为了缩小向量，会采用SVD或PCA等降维方法。但是SVD操作计算量巨大(此处不赘述，以后有空补充)

而深度学习流行之后，Tomas Mikolov 提出了Word2vec，其中涉及了两种基于neural network的方法：CBOW 和 Skip-Gram。

## Skip-Gram 

In [10]:
""" starter code for word2vec skip-gram model with NCE loss
CS 20: "TensorFlow for Deep Learning Research"
cs20.stanford.edu
Chip Huyen (chiphuyen@cs.stanford.edu)
Lecture 04
"""

import os
os.environ['TF_CPP_MIN_LOG_LEVEL']='2'

import numpy as np
from tensorflow.contrib.tensorboard.plugins import projector #版本更新，embedding投影工具
import tensorflow as tf

import utils
import word2vec_utils   #这两个文件在example文件夹下，别忘了加

TensorBoard 的一个内置的可视化工具 Embedding Projector, 是个交互式的可视化，可用来分析诸如 embeddings 的高维数据。 


embedding projector 将从你的 checkpoint 文件中读取 embeddings。 


默认情况下，embedding projector 会用 PCA 主成分分析方法将高维数据投影到 3D 空间, 还有一种投影方法是 T-SNE。



In [11]:
# Model hyperparameters
VOCAB_SIZE = 50000
BATCH_SIZE = 128
EMBED_SIZE = 128            # dimension of the word embedding vectors
SKIP_WINDOW = 1             # the context window
NUM_SAMPLED = 64            # number of negative examples to sample
LEARNING_RATE = 1.0
NUM_TRAIN_STEPS = 100000
VISUAL_FLD = 'visualization'
SKIP_STEP = 5000

In [12]:
# Parameters for downloading data
DOWNLOAD_URL = 'http://mattmahoney.net/dc/text8.zip'
EXPECTED_BYTES = 31344016
NUM_VISUALIZE = 3000        # number of tokens to visualize

In [13]:
def word2vec(dataset):
    """ Build the graph for word2vec model and train it """
    # Step 1: get input, output from the dataset
    with tf.name_scope('data'):
        iterator = dataset.make_initializable_iterator()
        center_words, target_words = iterator.get_next()
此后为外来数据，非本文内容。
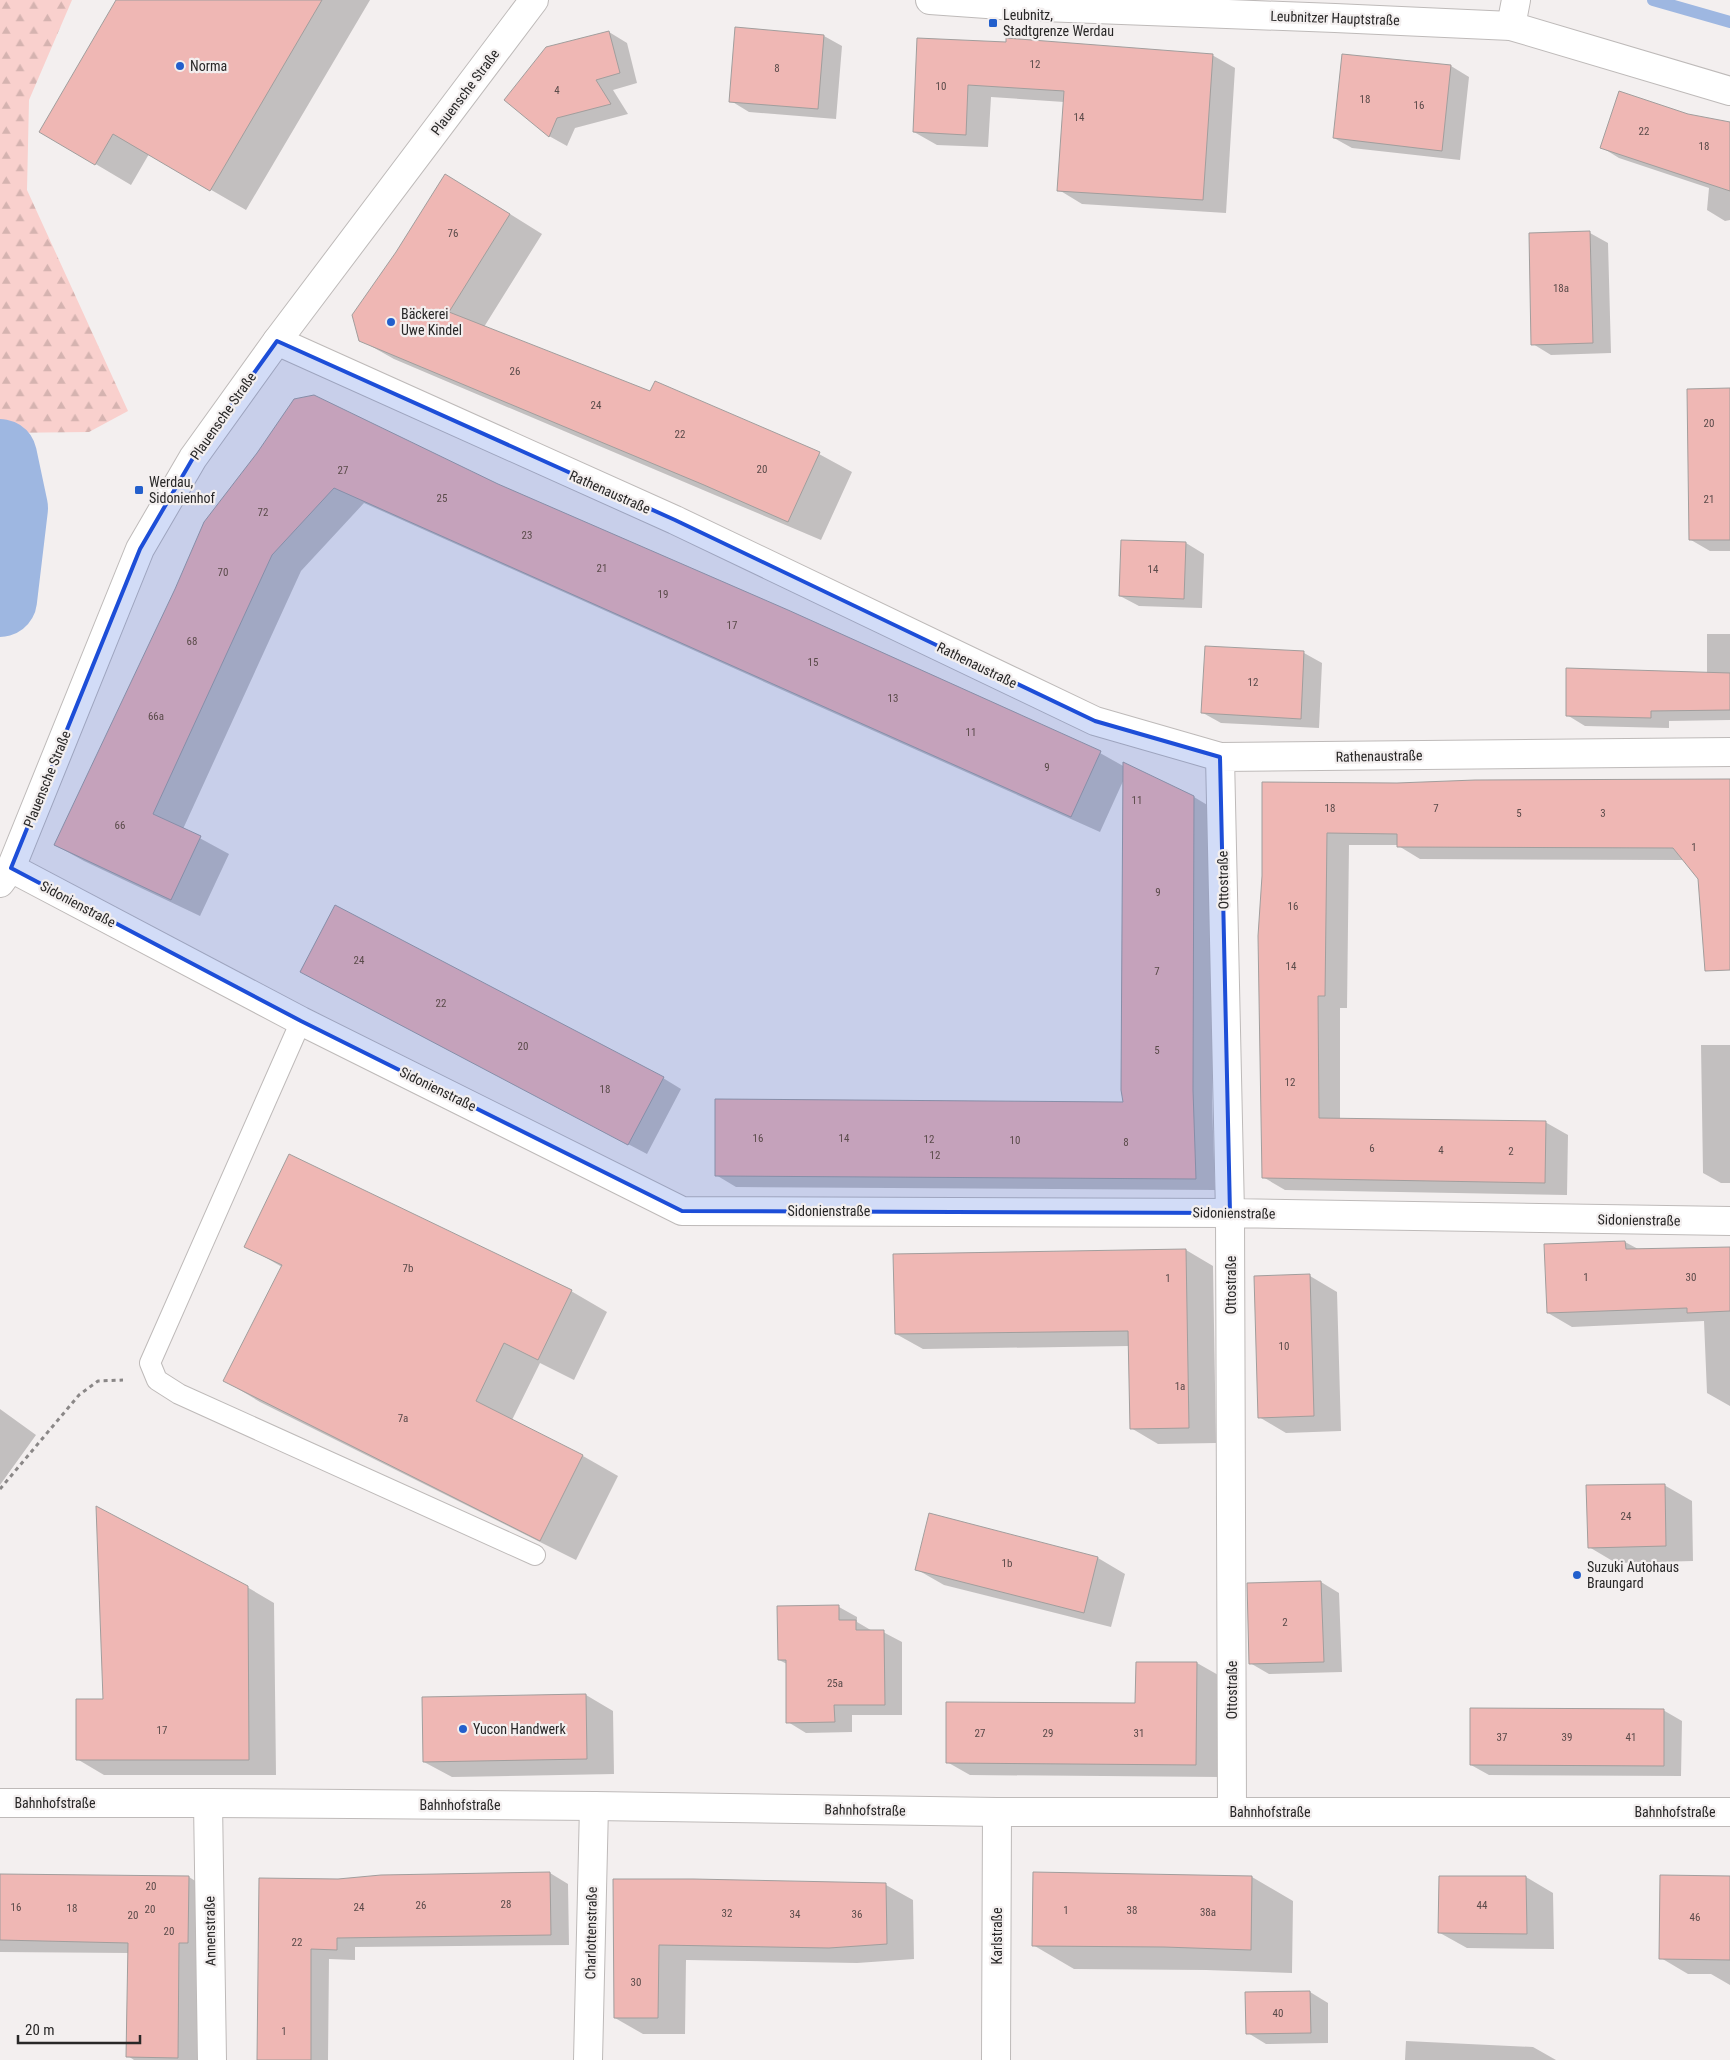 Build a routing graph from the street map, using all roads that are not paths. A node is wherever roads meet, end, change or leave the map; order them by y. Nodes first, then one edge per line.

    """ Step 2 + 3: define weights and embedding lookup.
    In word2vec, it's actually the weights that we care about 
    """
    with tf.name_scope('embed'):
        embed_matrix = tf.get_variable('embed_matrix', 
                                        shape=[VOCAB_SIZE, EMBED_SIZE],
                                        initializer=tf.random_uniform_initializer())
        embed = tf.nn.embedding_lookup(embed_matrix, center_words, name='embedding')

    # Step 4: construct variables for NCE loss and define loss function
    with tf.name_scope('loss'):
        nce_weight = tf.get_variable('nce_weight', shape=[VOCAB_SIZE, EMBED_SIZE],
                        initializer=tf.truncated_normal_initializer(stddev=1.0 / (EMBED_SIZE ** 0.5)))
        nce_bias = tf.get_variable('nce_bias', initializer=tf.zeros([VOCAB_SIZE]))
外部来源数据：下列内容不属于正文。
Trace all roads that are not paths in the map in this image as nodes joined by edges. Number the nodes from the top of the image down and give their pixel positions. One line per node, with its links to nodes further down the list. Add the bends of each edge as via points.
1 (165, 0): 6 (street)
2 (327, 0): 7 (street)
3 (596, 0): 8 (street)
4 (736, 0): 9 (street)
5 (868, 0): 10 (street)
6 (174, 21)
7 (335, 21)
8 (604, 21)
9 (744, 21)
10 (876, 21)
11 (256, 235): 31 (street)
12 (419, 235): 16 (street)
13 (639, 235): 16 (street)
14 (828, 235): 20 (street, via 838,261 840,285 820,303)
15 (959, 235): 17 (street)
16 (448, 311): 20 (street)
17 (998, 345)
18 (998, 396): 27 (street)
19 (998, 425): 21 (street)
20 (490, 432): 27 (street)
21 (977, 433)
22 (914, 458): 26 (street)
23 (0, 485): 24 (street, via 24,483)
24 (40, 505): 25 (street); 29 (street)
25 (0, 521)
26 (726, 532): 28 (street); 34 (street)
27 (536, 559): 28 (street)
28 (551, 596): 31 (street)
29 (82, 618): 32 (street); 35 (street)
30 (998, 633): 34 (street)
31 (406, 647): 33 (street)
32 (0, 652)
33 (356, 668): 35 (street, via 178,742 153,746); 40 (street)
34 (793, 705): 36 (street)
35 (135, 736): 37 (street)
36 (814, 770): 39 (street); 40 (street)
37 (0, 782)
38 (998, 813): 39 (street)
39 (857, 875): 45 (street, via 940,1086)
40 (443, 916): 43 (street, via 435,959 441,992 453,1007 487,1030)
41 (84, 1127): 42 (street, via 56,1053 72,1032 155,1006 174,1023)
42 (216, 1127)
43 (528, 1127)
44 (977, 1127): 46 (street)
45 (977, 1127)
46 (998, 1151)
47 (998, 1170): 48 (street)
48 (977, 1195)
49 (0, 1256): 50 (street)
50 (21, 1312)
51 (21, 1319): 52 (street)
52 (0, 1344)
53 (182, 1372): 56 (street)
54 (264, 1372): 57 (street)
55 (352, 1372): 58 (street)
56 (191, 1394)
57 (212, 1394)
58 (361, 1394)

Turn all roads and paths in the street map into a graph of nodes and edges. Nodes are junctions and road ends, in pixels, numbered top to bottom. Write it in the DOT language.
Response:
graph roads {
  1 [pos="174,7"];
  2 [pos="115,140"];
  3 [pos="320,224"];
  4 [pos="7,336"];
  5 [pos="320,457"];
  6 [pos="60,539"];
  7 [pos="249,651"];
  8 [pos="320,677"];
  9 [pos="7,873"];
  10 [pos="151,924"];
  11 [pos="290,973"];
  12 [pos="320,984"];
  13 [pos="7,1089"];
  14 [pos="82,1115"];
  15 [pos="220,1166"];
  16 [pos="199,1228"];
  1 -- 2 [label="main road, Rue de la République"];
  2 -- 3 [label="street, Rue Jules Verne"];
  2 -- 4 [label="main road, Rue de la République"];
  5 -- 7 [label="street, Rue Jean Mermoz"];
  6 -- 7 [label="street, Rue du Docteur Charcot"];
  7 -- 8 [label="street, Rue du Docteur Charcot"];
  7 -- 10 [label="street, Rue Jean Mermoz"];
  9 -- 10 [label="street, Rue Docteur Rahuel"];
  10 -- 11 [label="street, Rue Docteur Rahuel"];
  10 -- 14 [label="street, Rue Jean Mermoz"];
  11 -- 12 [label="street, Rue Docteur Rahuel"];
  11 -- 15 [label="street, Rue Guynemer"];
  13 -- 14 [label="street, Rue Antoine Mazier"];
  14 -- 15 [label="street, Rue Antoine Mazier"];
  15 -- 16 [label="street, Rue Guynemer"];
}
        # define loss function to be NCE loss function
        loss = tf.reduce_mean(tf.nn.nce_loss(weights=nce_weight, 
                                            biases=nce_bias, 
                                            labels=target_words, 
                                            inputs=embed, 
                                            num_sampled=NUM_SAMPLED, 
                                            num_classes=VOCAB_SIZE), name='loss')

    # Step 5: define optimizer
    with tf.name_scope('optimizer'):
        optimizer = tf.train.GradientDescentOptimizer(LEARNING_RATE).minimize(loss)
    
    utils.safe_mkdir('checkpoints')

    with tf.Session() as sess:
        sess.run(iterator.initializer)
        sess.run(tf.global_variables_initializer())

        total_loss = 0.0 # we use this to calculate late average loss in the last SKIP_STEP steps
        writer = tf.summary.FileWriter('graphs/word2vec_simple', sess.graph)

        for index in range(NUM_TRAIN_STEPS):
            try:
                loss_batch, _ = sess.run([loss, optimizer])
                total_loss += loss_batch
                if (index + 1) % SKIP_STEP == 0:
                    print('Average loss at step {}: {:5.1f}'.format(index, total_loss / SKIP_STEP))
                    total_loss = 0.0
            except tf.errors.OutOfRangeError:
                sess.run(iterator.initializer)
        writer.close()

In [14]:
def gen():
    yield from word2vec_utils.batch_gen(DOWNLOAD_URL, EXPECTED_BYTES, VOCAB_SIZE, 
                                        BATCH_SIZE, SKIP_WINDOW, VISUAL_FLD)

In [15]:
def main():
    dataset = tf.data.Dataset.from_generator(gen, 
                                (tf.int32, tf.int32), 
                                (tf.TensorShape([BATCH_SIZE]), tf.TensorShape([BATCH_SIZE, 1])))
    word2vec(dataset)

if __name__ == '__main__':
    main()

data/text8.zip already exists
Average loss at step 4999:  65.2
Average loss at step 9999:  18.4
Average loss at step 14999:   9.7
Average loss at step 19999:   6.7
Average loss at step 24999:   5.7
Average loss at step 29999:   5.2
Average loss at step 34999:   5.0
Average loss at step 39999:   4.8
Average loss at step 44999:   4.8
Average loss at step 49999:   4.8
Average loss at step 54999:   4.7
Average loss at step 59999:   4.7
Average loss at step 64999:   4.6
Average loss at step 69999:   4.7
Average loss at step 74999:   4.6
Average loss at step 79999:   4.6
Average loss at step 84999:   4.7
Average loss at step 89999:   4.7
Average loss at step 94999:   4.6
Average loss at step 99999:   4.6